[Work request] What is needed is a verbatim copy of the data, minus the pictures.

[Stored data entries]
────────────────

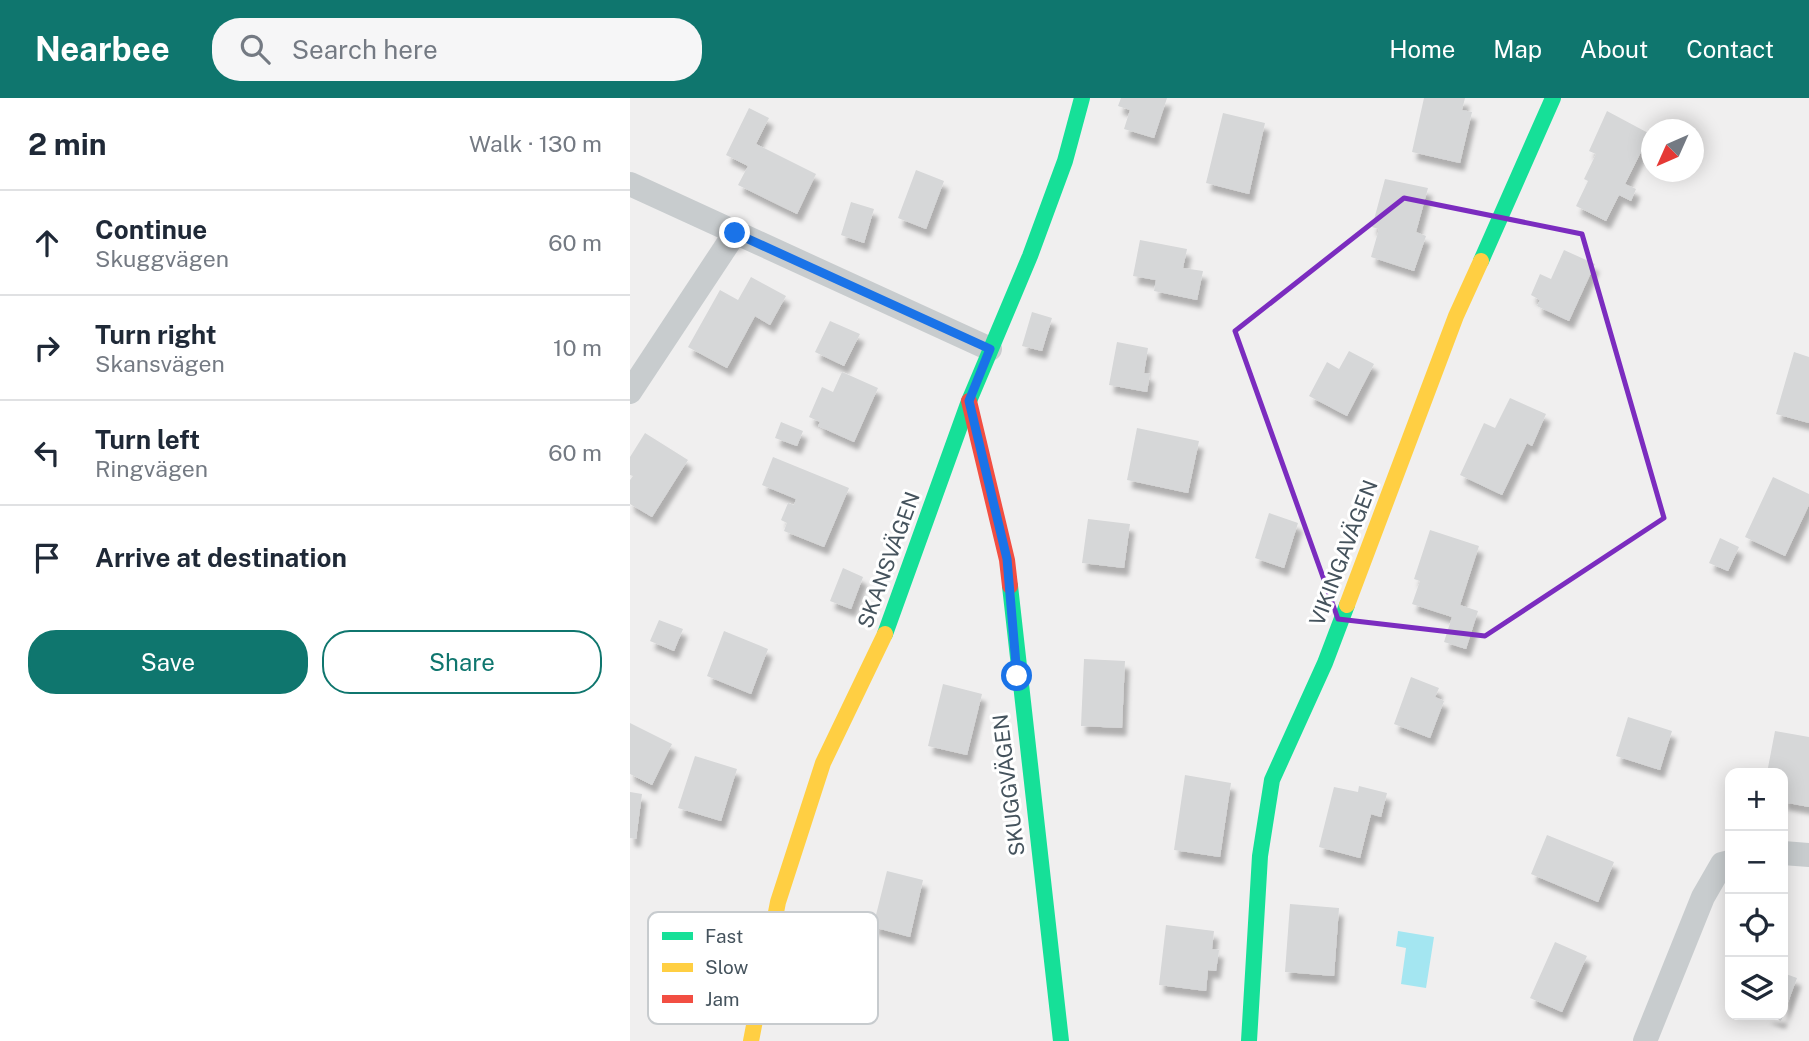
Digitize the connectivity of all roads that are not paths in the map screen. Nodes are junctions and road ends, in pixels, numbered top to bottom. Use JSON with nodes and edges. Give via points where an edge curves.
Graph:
{"nodes":[{"id":1,"x":1082,"y":98,"type":"edge"},
{"id":2,"x":1553,"y":98,"type":"edge"},
{"id":3,"x":630,"y":184,"type":"edge"},
{"id":4,"x":735,"y":233,"type":"junction"},
{"id":5,"x":990,"y":349,"type":"junction"},
{"id":6,"x":630,"y":392,"type":"edge"},
{"id":7,"x":969,"y":401,"type":"junction"},
{"id":8,"x":1788,"y":853,"type":"edge"},
{"id":9,"x":1809,"y":855,"type":"edge"},
{"id":10,"x":1725,"y":863,"type":"edge"},
{"id":11,"x":776,"y":912,"type":"edge"},
{"id":12,"x":1061,"y":1041,"type":"edge"},
{"id":13,"x":1249,"y":1041,"type":"edge"},
{"id":14,"x":1644,"y":1041,"type":"edge"}],
"edges":[{"from":1,"to":5,"type":"street","name":"SKANSVÄGEN","via":[[1052,197]]},
{"from":2,"to":13,"type":"street","name":"VIKINGAVÄGEN","via":[[1456,316],[1325,663],[1272,780],[1260,856]]},
{"from":3,"to":4,"type":"street"},
{"from":4,"to":5,"type":"street"},
{"from":4,"to":6,"type":"street"},
{"from":5,"to":7,"type":"street","name":"SKANSVÄGEN"},
{"from":7,"to":11,"type":"street","name":"SKANSVÄGEN","via":[[890,623],[824,763]]},
{"from":7,"to":12,"type":"street","name":"SKUGGVÄGEN","via":[[1007,559]]},
{"from":8,"to":9,"type":"street"},
{"from":10,"to":14,"type":"street","via":[[1703,897]]}]}
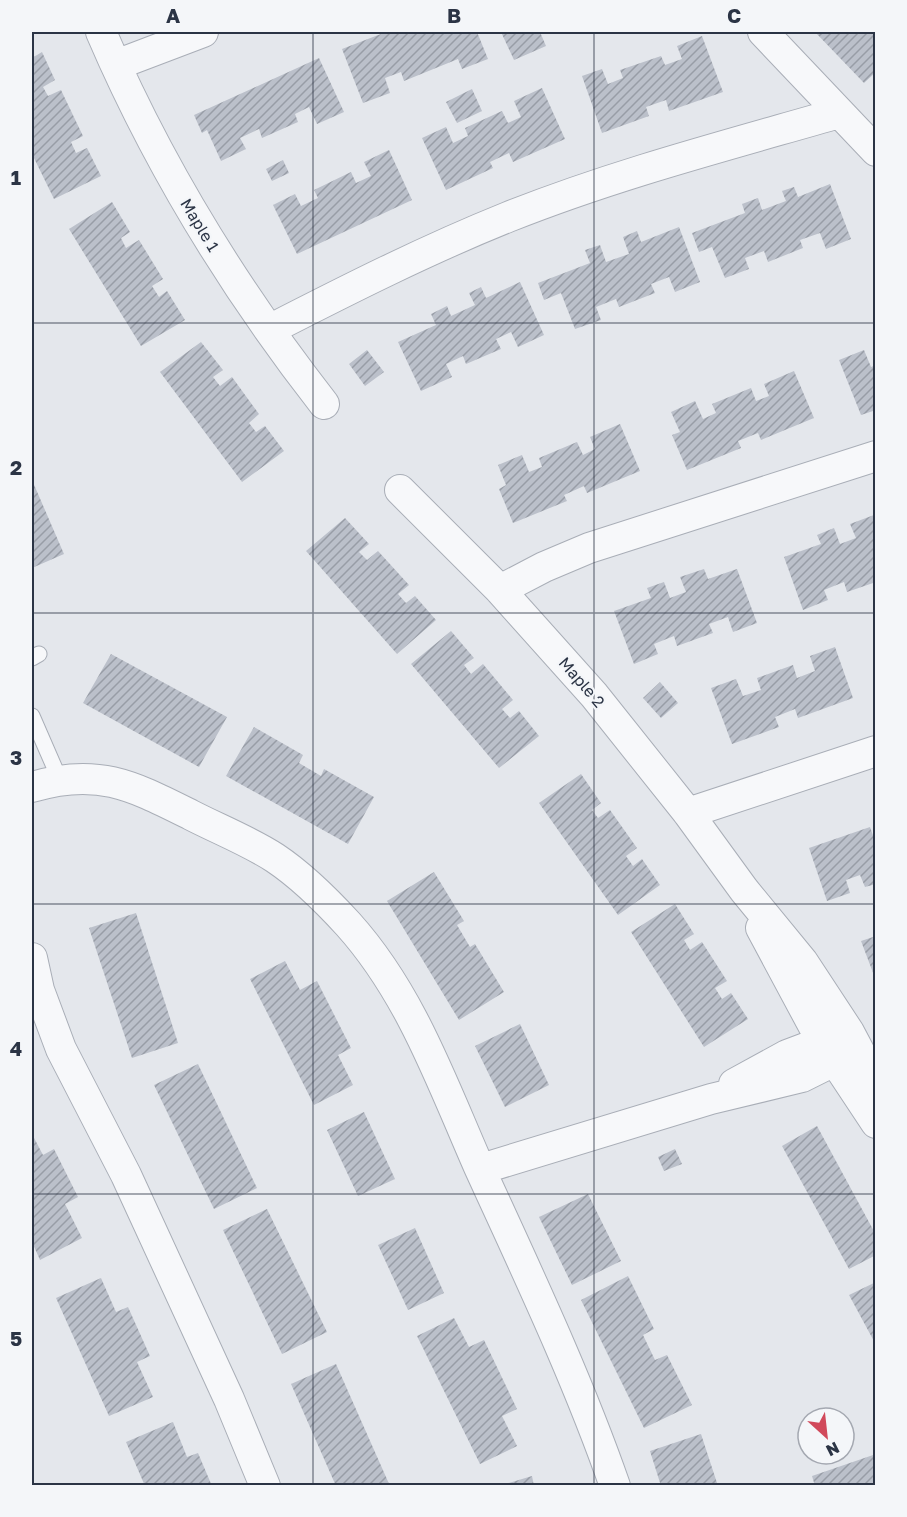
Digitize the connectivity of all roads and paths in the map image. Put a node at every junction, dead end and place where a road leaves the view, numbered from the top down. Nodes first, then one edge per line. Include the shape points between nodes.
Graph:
1 (101, 32) edge
2 (202, 32) edge
3 (763, 32) edge
4 (116, 65) junction
5 (839, 113) junction
6 (876, 151) edge
7 (269, 330) junction
8 (324, 404) dead end
9 (876, 456) edge
10 (400, 490) dead end
11 (500, 590) junction
12 (32, 716) edge
13 (876, 751) edge
14 (45, 783) edge
15 (687, 813) junction
16 (32, 958) edge
17 (841, 1046) junction
18 (876, 1083) edge
19 (876, 1123) edge
20 (481, 1169) junction
21 (265, 1485) edge
22 (615, 1485) edge

1 - 4 street, Maple 1
2 - 4 street
3 - 5 street
4 - 7 street, Maple 1 via 180,192
5 - 6 street
5 - 7 street via 655,166 509,217 428,251
7 - 8 street, Maple 1
9 - 11 street via 590,548
10 - 11 street, Maple 2
11 - 15 street, Maple 2 via 594,695
12 - 14 lane
13 - 15 street
14 - 20 street via 78,777 116,782 152,795 274,858 325,901 371,952 409,1010
15 - 17 street, Maple 2 via 744,890 779,967
16 - 21 street via 39,990 61,1049 126,1175 230,1399
17 - 18 street, Maple 2
17 - 19 street, Maple 2
17 - 20 street via 802,1077 711,1099
20 - 22 street via 576,1384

────────────────

[Answer to the exercise]
Digitize the connectivity of all roads that are not paths in the map screen. Nodes are junctions and road ends, in pixels, numbered top to bottom. Use JSON with nodes and edges. Give via points where an edge curves.
Graph:
{"nodes":[{"id":1,"x":1082,"y":98,"type":"edge"},
{"id":2,"x":1553,"y":98,"type":"edge"},
{"id":3,"x":630,"y":184,"type":"edge"},
{"id":4,"x":735,"y":233,"type":"junction"},
{"id":5,"x":990,"y":349,"type":"junction"},
{"id":6,"x":630,"y":392,"type":"edge"},
{"id":7,"x":969,"y":401,"type":"junction"},
{"id":8,"x":1788,"y":853,"type":"edge"},
{"id":9,"x":1809,"y":855,"type":"edge"},
{"id":10,"x":1725,"y":863,"type":"edge"},
{"id":11,"x":776,"y":912,"type":"edge"},
{"id":12,"x":1061,"y":1041,"type":"edge"},
{"id":13,"x":1249,"y":1041,"type":"edge"},
{"id":14,"x":1644,"y":1041,"type":"edge"}],
"edges":[{"from":1,"to":5,"type":"street","name":"SKANSVÄGEN","via":[[1052,197]]},
{"from":2,"to":13,"type":"street","name":"VIKINGAVÄGEN","via":[[1456,316],[1325,663],[1272,780],[1260,856]]},
{"from":3,"to":4,"type":"street"},
{"from":4,"to":5,"type":"street"},
{"from":4,"to":6,"type":"street"},
{"from":5,"to":7,"type":"street","name":"SKANSVÄGEN"},
{"from":7,"to":11,"type":"street","name":"SKANSVÄGEN","via":[[890,623],[824,763]]},
{"from":7,"to":12,"type":"street","name":"SKUGGVÄGEN","via":[[1007,559]]},
{"from":8,"to":9,"type":"street"},
{"from":10,"to":14,"type":"street","via":[[1703,897]]}]}
Digitize the connectivity of all roads and paths in the map image. Put a node at every junction, dead end and place where a road leaves the view, numbered from the top down. Nodes first, then one edge per line. Include the shape points between nodes.
Graph:
1 (101, 32) edge
2 (202, 32) edge
3 (763, 32) edge
4 (116, 65) junction
5 (839, 113) junction
6 (876, 151) edge
7 (269, 330) junction
8 (324, 404) dead end
9 (876, 456) edge
10 (400, 490) dead end
11 (500, 590) junction
12 (32, 716) edge
13 (876, 751) edge
14 (45, 783) edge
15 (687, 813) junction
16 (32, 958) edge
17 (841, 1046) junction
18 (876, 1083) edge
19 (876, 1123) edge
20 (481, 1169) junction
21 (265, 1485) edge
22 (615, 1485) edge

1 - 4 street, Maple 1
2 - 4 street
3 - 5 street
4 - 7 street, Maple 1 via 180,192
5 - 6 street
5 - 7 street via 655,166 509,217 428,251
7 - 8 street, Maple 1
9 - 11 street via 590,548
10 - 11 street, Maple 2
11 - 15 street, Maple 2 via 594,695
12 - 14 lane
13 - 15 street
14 - 20 street via 78,777 116,782 152,795 274,858 325,901 371,952 409,1010
15 - 17 street, Maple 2 via 744,890 779,967
16 - 21 street via 39,990 61,1049 126,1175 230,1399
17 - 18 street, Maple 2
17 - 19 street, Maple 2
17 - 20 street via 802,1077 711,1099
20 - 22 street via 576,1384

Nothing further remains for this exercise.